Don’t just think of content as the written word. Think variety. Here are some examples of types of content you can create:

  • Blog articles: educational thoughts on topics related to your industry
  • White papers: educational papers on a trend or challenge
  • Videos: keep them short, less than three minutes
  • Webinars: live or recorded presentations on a hot topic
  • Podcasts: audio interviews with industry experts
  • Webcasts: video shows viewed online

The great thing about these different types of content is they can be re-purposed multiple ways. A blog post can be a video which then turns into a webcast. A webcast can be turned into three to five short articles combined in an e-book. I bet you have plenty of content in your office or on your computer just dying to get out into the world and be seen by others.

These are the days where glitzy TV ads no longer win. We pay more attention to companies that tell a compelling story that resonates with their target audience.

Plan of action

One of the things I love about digital marketing is the immediate gratification it provides. The internet is an amazing and responsive marketing testing ground.

You can take a great idea, and within 24 hours, test that idea using one of the digital tools available to you (i.e., main website, branded landing pages, blog, social media sites, discussion boards, etc.).

Each one of these tools has analytics associated with them. So you’ll want to capture a baseline so that you can determine your action created the results you wanted. The results can be anything from an increase in visitors and getting more “likes” to more shares and feedback.

Key performance indicators

Companies should review key analytics monthly, at the very least, and then use that information to drive actions. Here are some tips you can use immediately to begin measuring your efforts:

Make sure you have Google Analytics (or at least some analytics package) set up for all your websites, blogs, landing pages, etc. It’s free, and it’s powerful.

Understand and review these analytic terms:

  • new versus returning visitors
  • time on site
  • bounce rate
  • traffic sources
  • most popular pages
  • highest exit page

Measure your social media using the following:

  • audience (number of friends, fans, followers)
  • referrals from social media to your website
  • engagement – is your audience participating?
  • leads/customers – are your social media visitors converting into a business lead or customer?

Set up a Google Alert for key phrases or terms for your own company, your competition, and your industry.

Experiment – use your digital marketing landscape to test an idea, a message, a new offer, or a hot topic in your industry right now. Continually analyze the results so you can constantly improve.

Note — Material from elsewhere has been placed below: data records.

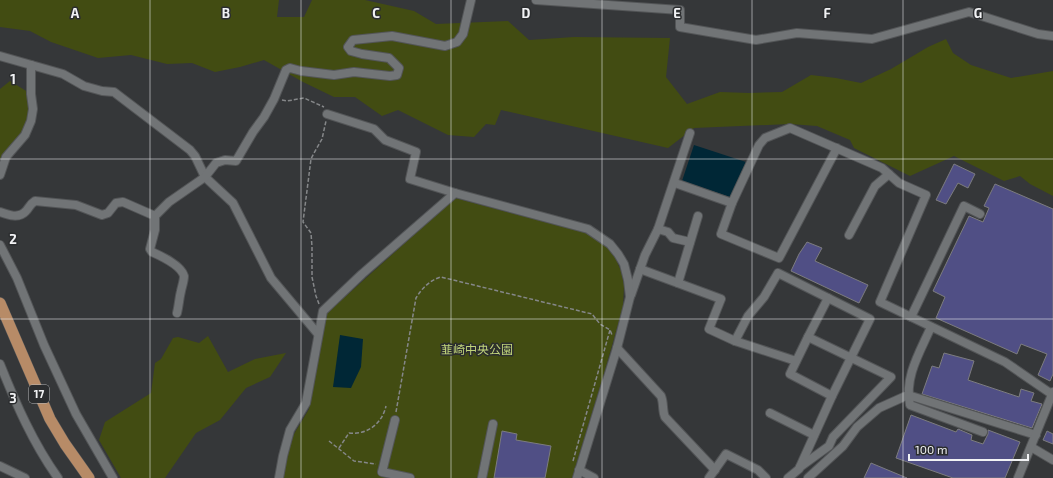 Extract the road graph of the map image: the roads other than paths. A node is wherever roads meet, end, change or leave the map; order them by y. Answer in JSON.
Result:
{"nodes":[{"id":1,"x":472,"y":0,"type":"edge"},
{"id":2,"x":536,"y":0,"type":"edge"},
{"id":3,"x":1053,"y":36,"type":"edge"},
{"id":4,"x":0,"y":56,"type":"edge"},
{"id":5,"x":31,"y":65,"type":"junction"},
{"id":6,"x":327,"y":114,"type":"road end"},
{"id":7,"x":690,"y":133,"type":"dead end"},
{"id":8,"x":837,"y":148,"type":"junction"},
{"id":9,"x":0,"y":174,"type":"edge"},
{"id":10,"x":890,"y":174,"type":"junction"},
{"id":11,"x":206,"y":177,"type":"junction"},
{"id":12,"x":675,"y":183,"type":"junction"},
{"id":13,"x":444,"y":190,"type":"junction"},
{"id":14,"x":455,"y":193,"type":"junction"},
{"id":15,"x":444,"y":202,"type":"junction"},
{"id":16,"x":732,"y":203,"type":"junction"},
{"id":17,"x":0,"y":212,"type":"edge"},
{"id":18,"x":980,"y":214,"type":"dead end"},
{"id":19,"x":154,"y":216,"type":"junction"},
{"id":20,"x":698,"y":216,"type":"dead end"},
{"id":21,"x":658,"y":229,"type":"junction"},
{"id":22,"x":849,"y":235,"type":"dead end"},
{"id":23,"x":690,"y":242,"type":"junction"},
{"id":24,"x":0,"y":245,"type":"edge"},
{"id":25,"x":640,"y":269,"type":"junction"},
{"id":26,"x":678,"y":283,"type":"junction"},
{"id":27,"x":630,"y":297,"type":"junction"},
{"id":28,"x":828,"y":298,"type":"junction"},
{"id":29,"x":0,"y":303,"type":"edge"},
{"id":30,"x":177,"y":313,"type":"dead end"},
{"id":31,"x":911,"y":317,"type":"junction"},
{"id":32,"x":931,"y":326,"type":"junction"},
{"id":33,"x":318,"y":334,"type":"junction"},
{"id":34,"x":808,"y":336,"type":"junction"},
{"id":35,"x":735,"y":341,"type":"junction"},
{"id":36,"x":617,"y":348,"type":"junction"},
{"id":37,"x":851,"y":357,"type":"junction"},
{"id":38,"x":796,"y":361,"type":"junction"},
{"id":39,"x":0,"y":364,"type":"edge"},
{"id":40,"x":1053,"y":394,"type":"edge"},
{"id":41,"x":908,"y":395,"type":"junction"},
{"id":42,"x":832,"y":396,"type":"junction"},
{"id":43,"x":770,"y":413,"type":"dead end"},
{"id":44,"x":394,"y":420,"type":"road end"},
{"id":45,"x":493,"y":424,"type":"dead end"},
{"id":46,"x":983,"y":432,"type":"dead end"},
{"id":47,"x":814,"y":435,"type":"junction"},
{"id":48,"x":1036,"y":435,"type":"junction"},
{"id":49,"x":1031,"y":447,"type":"junction"},
{"id":50,"x":1053,"y":460,"type":"edge"},
{"id":51,"x":0,"y":467,"type":"edge"},
{"id":52,"x":799,"y":468,"type":"junction"},
{"id":53,"x":715,"y":470,"type":"junction"},
{"id":54,"x":578,"y":474,"type":"edge"},
{"id":55,"x":25,"y":478,"type":"edge"},
{"id":56,"x":58,"y":478,"type":"edge"},
{"id":57,"x":89,"y":478,"type":"edge"},
{"id":58,"x":114,"y":478,"type":"edge"},
{"id":59,"x":279,"y":478,"type":"edge"},
{"id":60,"x":410,"y":478,"type":"edge"},
{"id":61,"x":482,"y":478,"type":"edge"},
{"id":62,"x":594,"y":478,"type":"edge"},
{"id":63,"x":709,"y":478,"type":"edge"},
{"id":64,"x":766,"y":478,"type":"edge"},
{"id":65,"x":788,"y":478,"type":"edge"},
{"id":66,"x":808,"y":478,"type":"edge"},
{"id":67,"x":1018,"y":478,"type":"edge"}],
"edges":[{"from":1,"to":11,"type":"street"},
{"from":2,"to":3,"type":"street"},
{"from":4,"to":5,"type":"street"},
{"from":5,"to":9,"type":"street"},
{"from":5,"to":11,"type":"street"},
{"from":6,"to":13,"type":"street"},
{"from":7,"to":12,"type":"street"},
{"from":8,"to":10,"type":"street"},
{"from":8,"to":16,"type":"street"},
{"from":8,"to":16,"type":"street"},
{"from":10,"to":22,"type":"street"},
{"from":10,"to":31,"type":"street"},
{"from":11,"to":19,"type":"street"},
{"from":11,"to":33,"type":"street"},
{"from":12,"to":16,"type":"street"},
{"from":12,"to":21,"type":"street"},
{"from":13,"to":14,"type":"street"},
{"from":13,"to":15,"type":"street"},
{"from":14,"to":15,"type":"street"},
{"from":14,"to":27,"type":"street"},
{"from":15,"to":33,"type":"street"},
{"from":17,"to":19,"type":"street"},
{"from":18,"to":31,"type":"street"},
{"from":19,"to":30,"type":"street"},
{"from":20,"to":23,"type":"street"},
{"from":21,"to":23,"type":"street"},
{"from":21,"to":25,"type":"street"},
{"from":23,"to":26,"type":"street"},
{"from":24,"to":58,"type":"street"},
{"from":25,"to":26,"type":"street"},
{"from":25,"to":27,"type":"street"},
{"from":26,"to":35,"type":"street"},
{"from":27,"to":36,"type":"street"},
{"from":28,"to":34,"type":"street"},
{"from":28,"to":35,"type":"street"},
{"from":28,"to":37,"type":"street"},
{"from":29,"to":57,"type":"main road","number":"17"},
{"from":31,"to":32,"type":"street"},
{"from":32,"to":40,"type":"street"},
{"from":32,"to":41,"type":"street"},
{"from":33,"to":59,"type":"street"},
{"from":34,"to":37,"type":"street"},
{"from":34,"to":38,"type":"street"},
{"from":35,"to":38,"type":"street"},
{"from":36,"to":53,"type":"street"},
{"from":36,"to":54,"type":"street"},
{"from":37,"to":42,"type":"street"},
{"from":37,"to":52,"type":"street"},
{"from":38,"to":42,"type":"street"},
{"from":39,"to":56,"type":"street"},
{"from":40,"to":48,"type":"street"},
{"from":41,"to":46,"type":"street"},
{"from":41,"to":48,"type":"street"},
{"from":41,"to":66,"type":"street"},
{"from":42,"to":47,"type":"street"},
{"from":43,"to":47,"type":"street"},
{"from":44,"to":60,"type":"street"},
{"from":45,"to":61,"type":"street"},
{"from":47,"to":52,"type":"street"},
{"from":48,"to":49,"type":"street"},
{"from":49,"to":50,"type":"street"},
{"from":49,"to":67,"type":"street"},
{"from":51,"to":55,"type":"street"},
{"from":52,"to":65,"type":"street"},
{"from":53,"to":63,"type":"street"},
{"from":53,"to":64,"type":"street"},
{"from":54,"to":62,"type":"street"}]}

It’s important to realize that although we are using new terms that didn’t exist a decade ago, the underlying principles haven’t changed. It’s always been about:

  1. Showing up and being found
  2. Converting visitors into leads/customers
  3. Analyzing results to learn and constantly improve

The difference today is that there are new tools available that make it easier and quicker to apply those principles. So, what are you waiting for?